The maximum transverse velocity and maximum transverse acceleration of a harmonic wave in a one - dimensional string are `1 ms^(-1) and 1 ms^(-2)` respectively. The phase velocity of the wave is `1 ms^(-1)`. The waveform is

To solve the problem, we need to derive the wave equation based on the given parameters: maximum transverse velocity, maximum transverse acceleration, and phase velocity.

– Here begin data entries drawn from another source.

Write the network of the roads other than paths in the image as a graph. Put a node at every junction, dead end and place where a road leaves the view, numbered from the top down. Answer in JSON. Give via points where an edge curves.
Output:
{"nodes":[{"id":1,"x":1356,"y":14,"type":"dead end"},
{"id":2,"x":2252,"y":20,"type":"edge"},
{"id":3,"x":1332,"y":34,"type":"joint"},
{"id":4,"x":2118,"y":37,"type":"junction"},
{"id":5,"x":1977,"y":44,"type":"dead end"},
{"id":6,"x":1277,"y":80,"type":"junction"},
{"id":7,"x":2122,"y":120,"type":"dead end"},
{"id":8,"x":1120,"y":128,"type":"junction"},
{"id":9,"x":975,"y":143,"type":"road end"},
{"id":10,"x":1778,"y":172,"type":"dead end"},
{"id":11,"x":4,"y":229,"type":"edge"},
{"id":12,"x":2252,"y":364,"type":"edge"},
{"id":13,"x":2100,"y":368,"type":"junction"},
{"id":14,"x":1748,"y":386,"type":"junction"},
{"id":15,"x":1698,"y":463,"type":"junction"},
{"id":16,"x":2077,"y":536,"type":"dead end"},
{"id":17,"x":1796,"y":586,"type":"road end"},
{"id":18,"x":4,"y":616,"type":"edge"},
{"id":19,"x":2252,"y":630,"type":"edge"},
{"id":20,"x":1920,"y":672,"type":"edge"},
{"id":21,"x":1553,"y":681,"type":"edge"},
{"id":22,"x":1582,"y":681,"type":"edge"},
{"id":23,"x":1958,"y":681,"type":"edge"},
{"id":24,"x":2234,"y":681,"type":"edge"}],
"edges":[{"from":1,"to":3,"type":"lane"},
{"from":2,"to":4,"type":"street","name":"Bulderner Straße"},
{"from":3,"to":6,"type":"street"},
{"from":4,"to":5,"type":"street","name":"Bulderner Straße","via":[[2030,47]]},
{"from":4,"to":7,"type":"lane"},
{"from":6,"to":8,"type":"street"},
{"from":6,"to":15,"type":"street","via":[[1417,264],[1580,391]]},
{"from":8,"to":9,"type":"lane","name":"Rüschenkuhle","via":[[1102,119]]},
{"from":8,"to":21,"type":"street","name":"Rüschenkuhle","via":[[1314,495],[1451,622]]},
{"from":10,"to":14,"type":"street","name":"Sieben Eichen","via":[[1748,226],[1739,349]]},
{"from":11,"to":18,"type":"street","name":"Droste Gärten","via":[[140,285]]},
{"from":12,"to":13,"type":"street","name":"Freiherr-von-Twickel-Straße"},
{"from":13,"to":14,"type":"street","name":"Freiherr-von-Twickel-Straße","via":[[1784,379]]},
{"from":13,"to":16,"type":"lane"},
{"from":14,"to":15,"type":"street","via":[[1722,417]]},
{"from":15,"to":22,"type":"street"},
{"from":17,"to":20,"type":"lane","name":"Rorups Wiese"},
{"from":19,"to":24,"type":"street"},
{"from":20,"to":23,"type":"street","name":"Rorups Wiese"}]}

Let's break it down step by step. ### Step 1: Understand the given parameters We have: - Maximum transverse velocity, \( V_{\text{max}} = 1 \, \text{ms}^{-1} \) - Maximum transverse acceleration, \( A_{\text{max}} = 1 \, \text{ms}^{-2} \) - Phase velocity, \( v = 1 \, \text{ms}^{-1} \) ### Step 2: Use the formulas for maximum velocity and acceleration In simple harmonic motion (SHM), the maximum transverse velocity and maximum transverse acceleration are given by: - \( V_{\text{max}} = A \omega \) - \( A_{\text{max}} = A \omega^2 \) Where: - \( A \) is the amplitude - \( \omega \) is the angular frequency ### Step 3: Set up the equations From the maximum velocity: \[ 1 = A \omega \quad \text{(1)} \] From the maximum acceleration: \[ 1 = A \omega^2 \quad \text{(2)} \] ### Step 4: Solve for \( A \) and \( \omega \) From equation (1), we can express \( A \) in terms of \( \omega \): \[ A = \frac{1}{\omega} \quad \text{(3)} \] Substituting equation (3) into equation (2): \[ 1 = \left(\frac{1}{\omega}\right) \omega^2 \] This simplifies to: \[ 1 = \frac{\omega^2}{\omega} \implies 1 = \omega \] Thus, we find: \[ \omega = 1 \, \text{rad/s} \] ### Step 5: Find the amplitude \( A \) Substituting \( \omega = 1 \) back into equation (3): \[ A = \frac{1}{1} = 1 \, \text{m} \] ### Step 6: Calculate the wave number \( k \) The phase velocity \( v \) is related to \( \omega \) and \( k \) by the equation: \[ v = \frac{\omega}{k} \] Rearranging gives: \[ k = \frac{\omega}{v} \] Substituting \( \omega = 1 \) and \( v = 1 \): \[ k = \frac{1}{1} = 1 \, \text{m}^{-1} \] ### Step 7: Write the wave equation The general form of the wave equation is: \[ y = A \sin(kx - \omega t) \] Substituting \( A = 1 \), \( k = 1 \), and \( \omega = 1 \): \[ y = 1 \sin(1x - 1t) = \sin(x - t) \] ### Final Answer The waveform is: \[ y = \sin(x - t) \]